Alia popped open the bag of Doritos. “You saw how crowded this city is. We’ll be fine. And if anyone is looking for Alia Keralis, they’re not going to start here.” She crammed a handful of chips into her mouth.
“I thought we were going to get a proper meal.”
“Appetizers,” Alia said with her mouth still full. When she managed to swallow, she snatched up the toiletries and clothes. “I’m taking first shower. Don’t, uh…wander off.”
In the bathroom, Alia spared herself the briefest glance in the mirror as she stripped out of her clothes. One glimpse of her bruises was enough. She shoved her Learning at Sea polo shirt into the trash. She never wanted to look at it again.
The pipes creaked as she turned on the shower, but the water pressure wasn’t terrible. Miserably hot and sweaty as she was, Alia set the water to scalding and tried to scrub all the grime and salt from her body. She had bumps and bruises everywhere. One thigh was almost all scratches and abrasions, and one of her toenails was cracked and nearly black with blood beneath the nail. But she was alive. After all of it, she was alive.
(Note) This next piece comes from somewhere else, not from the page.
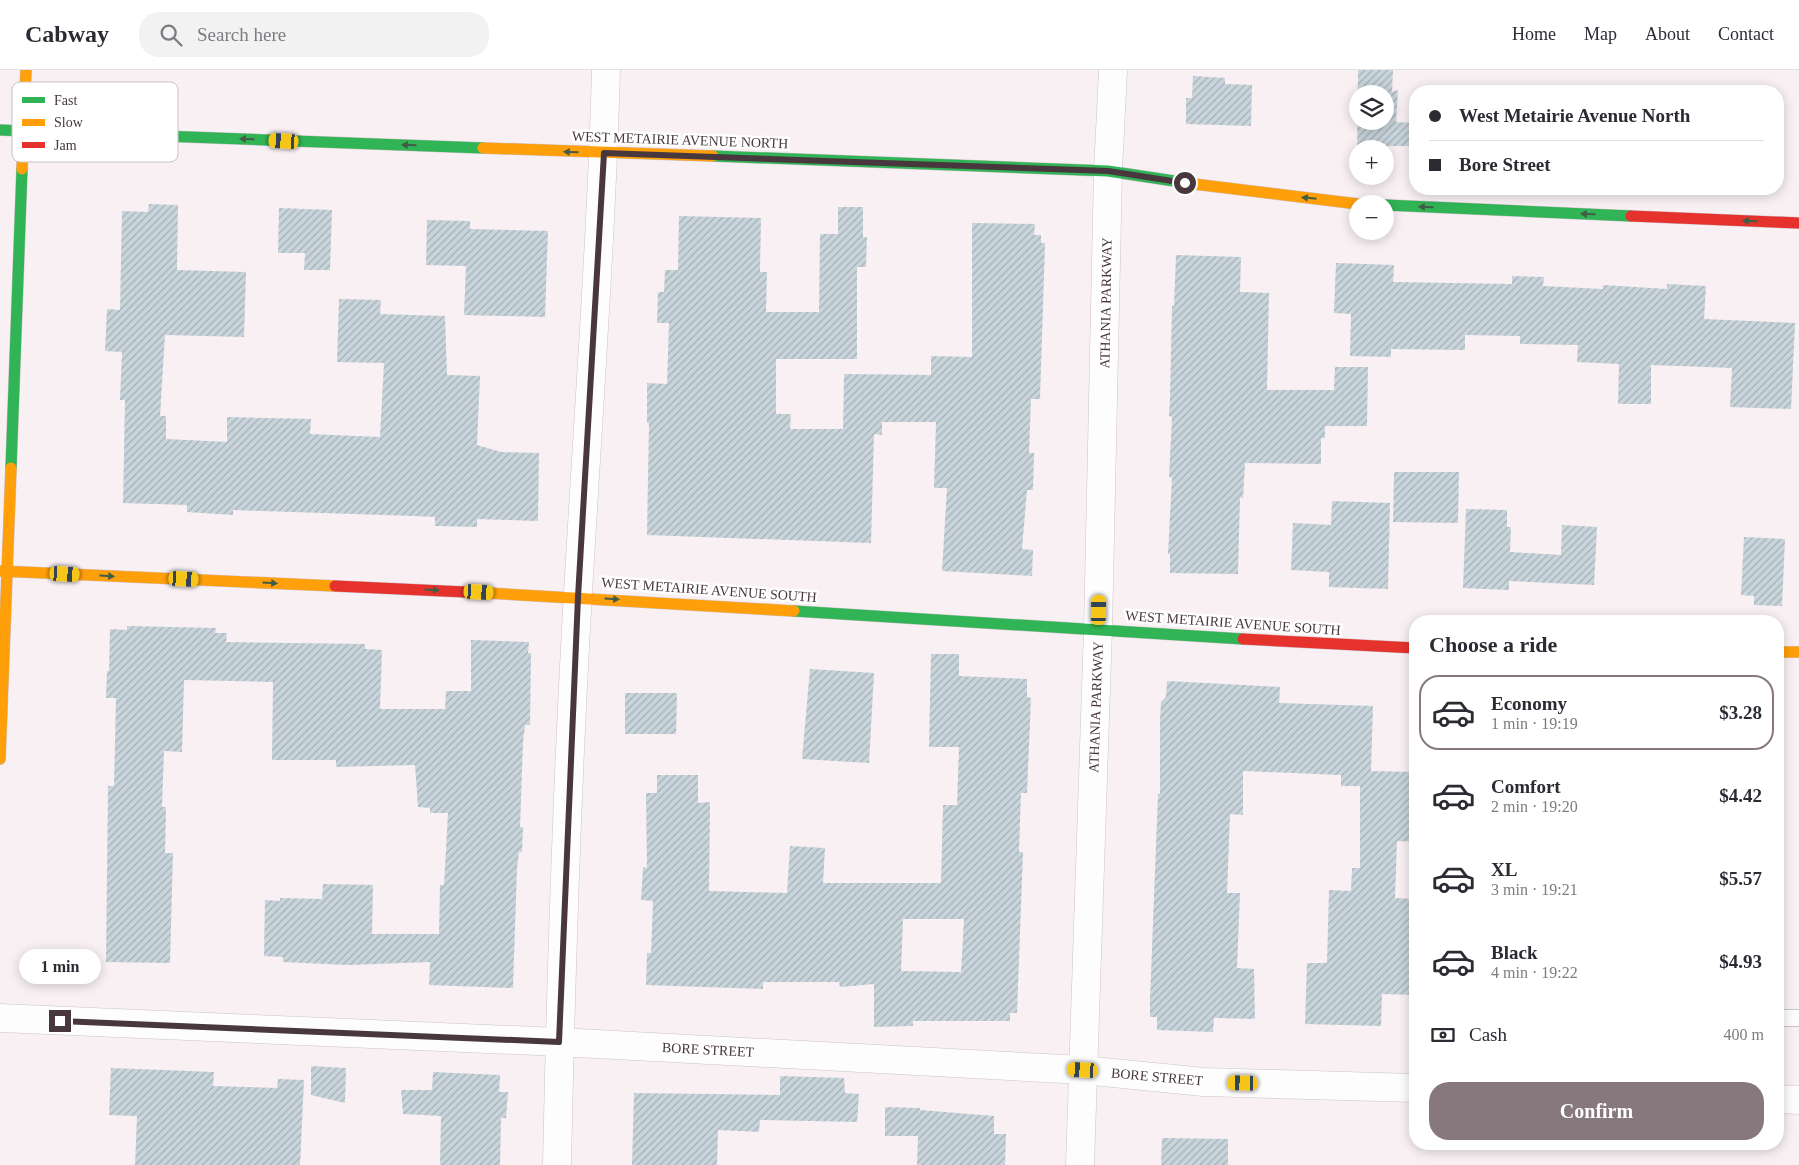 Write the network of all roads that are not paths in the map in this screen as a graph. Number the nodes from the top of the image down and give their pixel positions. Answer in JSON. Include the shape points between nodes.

Panic and grief came roaring toward her again, and this time she didn’t fight it. She braced her back against the plastic shower door and let the tremors shake her in heavy, tearless sobs. It wasn’t the cry she wanted. It wasn’t the comfort of being in her own bed, Nim telling some stupid joke beside her, a pint of ice cream close at hand, but it would have to do. She turned the water to cold to cool down her body, and when she emerged a few minutes later, dried off with one of the scratchy white towels, and pulled on her cheap drugstore sweats, she felt almost human again.
“You’re up,” she said to Diana.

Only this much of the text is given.